The new pensions law will help this process along, Cochemé believes, despite its difficult birth. “I think it was the best we could do according to the mood of the debate.” He believes that it was much too early to try to create an entire special code for pensions. “We expect some changes in the coming months or years in order to adopt accurate rules for pensions funds.” In time, things will develop.
Cochemé points to an apparent contradiction in the French approach to pensions. “People appear as individualistic, but in fact for everyday life they like to have laws and a protective shell. Even if they behave in an individualistic manner in their lives, they like the idea of the state taking care of them.”
As a retirement scheme administrator, he notes another anomaly. “In discussion, it is said there is a frontier between public and private management. But in fact this is not so, because even if the system is PAYG, an important part of pension provision is administered not by the state, but by private entities. What wecall the second level of pensions is managed by employers and employees - the unions. The state does not run the second level.”

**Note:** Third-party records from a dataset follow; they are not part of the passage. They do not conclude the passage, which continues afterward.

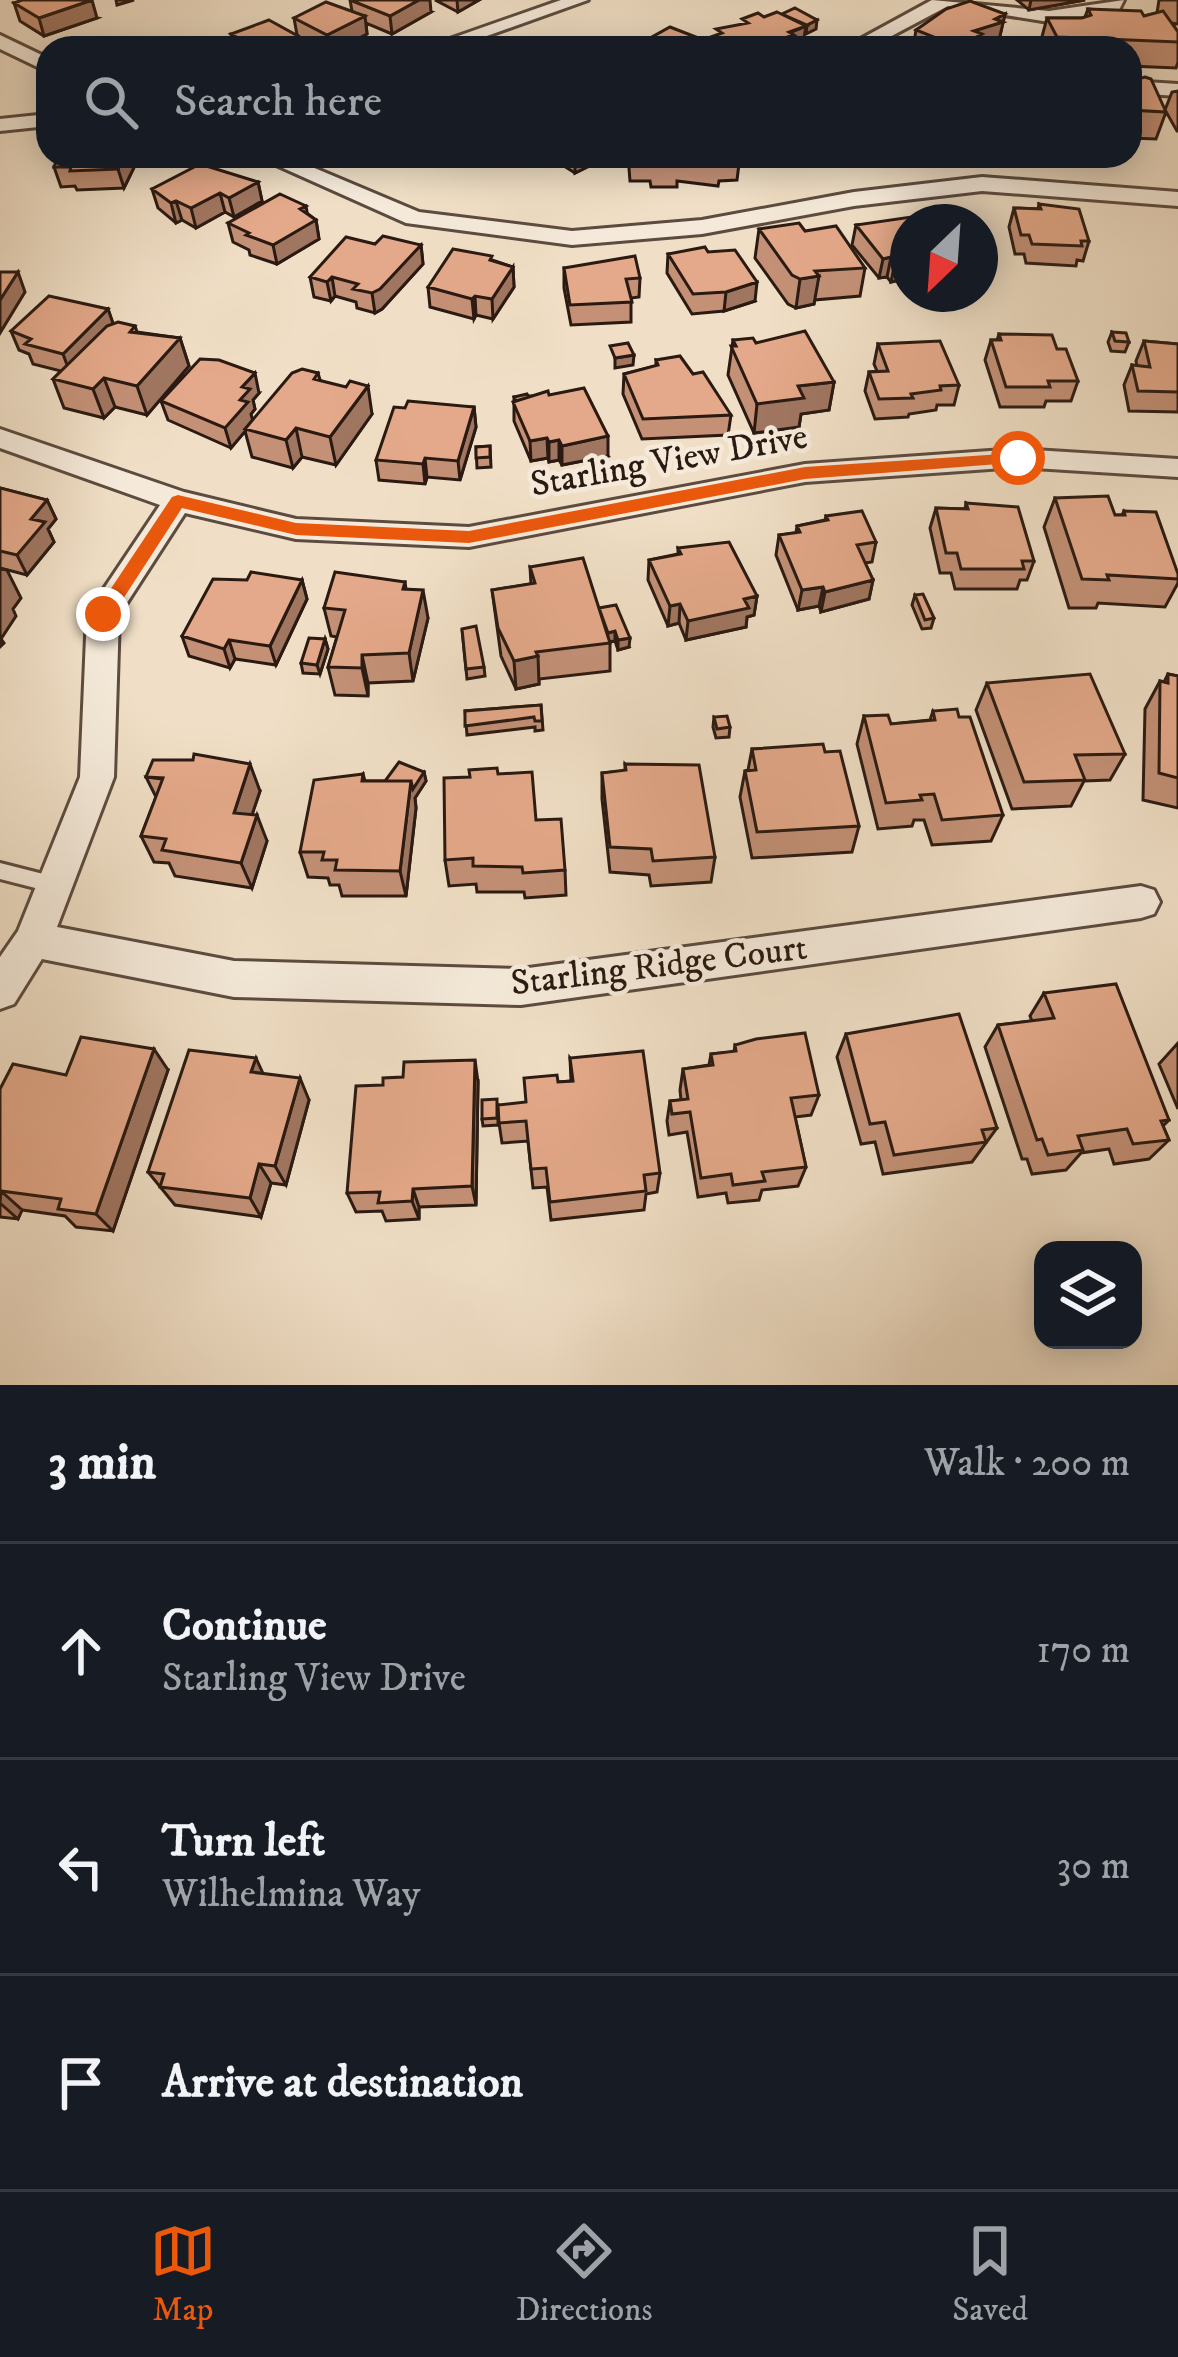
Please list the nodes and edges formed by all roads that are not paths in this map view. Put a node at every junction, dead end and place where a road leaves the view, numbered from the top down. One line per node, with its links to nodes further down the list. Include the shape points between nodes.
1 (579, 0): 4 (street)
2 (946, 0): 3 (street, via 1076,18); 5 (street)
3 (1115, 0)
4 (470, 36)
5 (876, 36)
6 (0, 41): 7 (street)
7 (36, 63)
8 (1142, 88): 9 (street)
9 (1178, 90)
10 (36, 121): 11 (street)
11 (0, 125)
12 (295, 168): 14 (street, via 414,218 572,238 702,227)
13 (974, 168): 14 (street)
14 (982, 184): 15 (street)
15 (1178, 200)
16 (0, 438): 18 (street, Starling View Drive)
17 (1178, 468): 18 (street, Starling View Drive, via 1018,458 805,473 469,537 296,529)
18 (178, 501): 20 (street, via 103,614 98,777)
19 (0, 871): 20 (lane)
20 (56, 885): 22 (street)
21 (1141, 902): 22 (street, Starling Ridge Court, via 521,987 234,979)
22 (33, 940): 23 (street)
23 (0, 991)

Originally, the second level could have been established and run on a funded pension basis, he explains. “When the system was being set up in the 1950s, this question was asked and employers answered that they preferred to have the money in the company than in the retirement schemes.” Later when the the question was asked again, the same response was given. “But if the story had been different, we could have had the second pillar funded completely now.”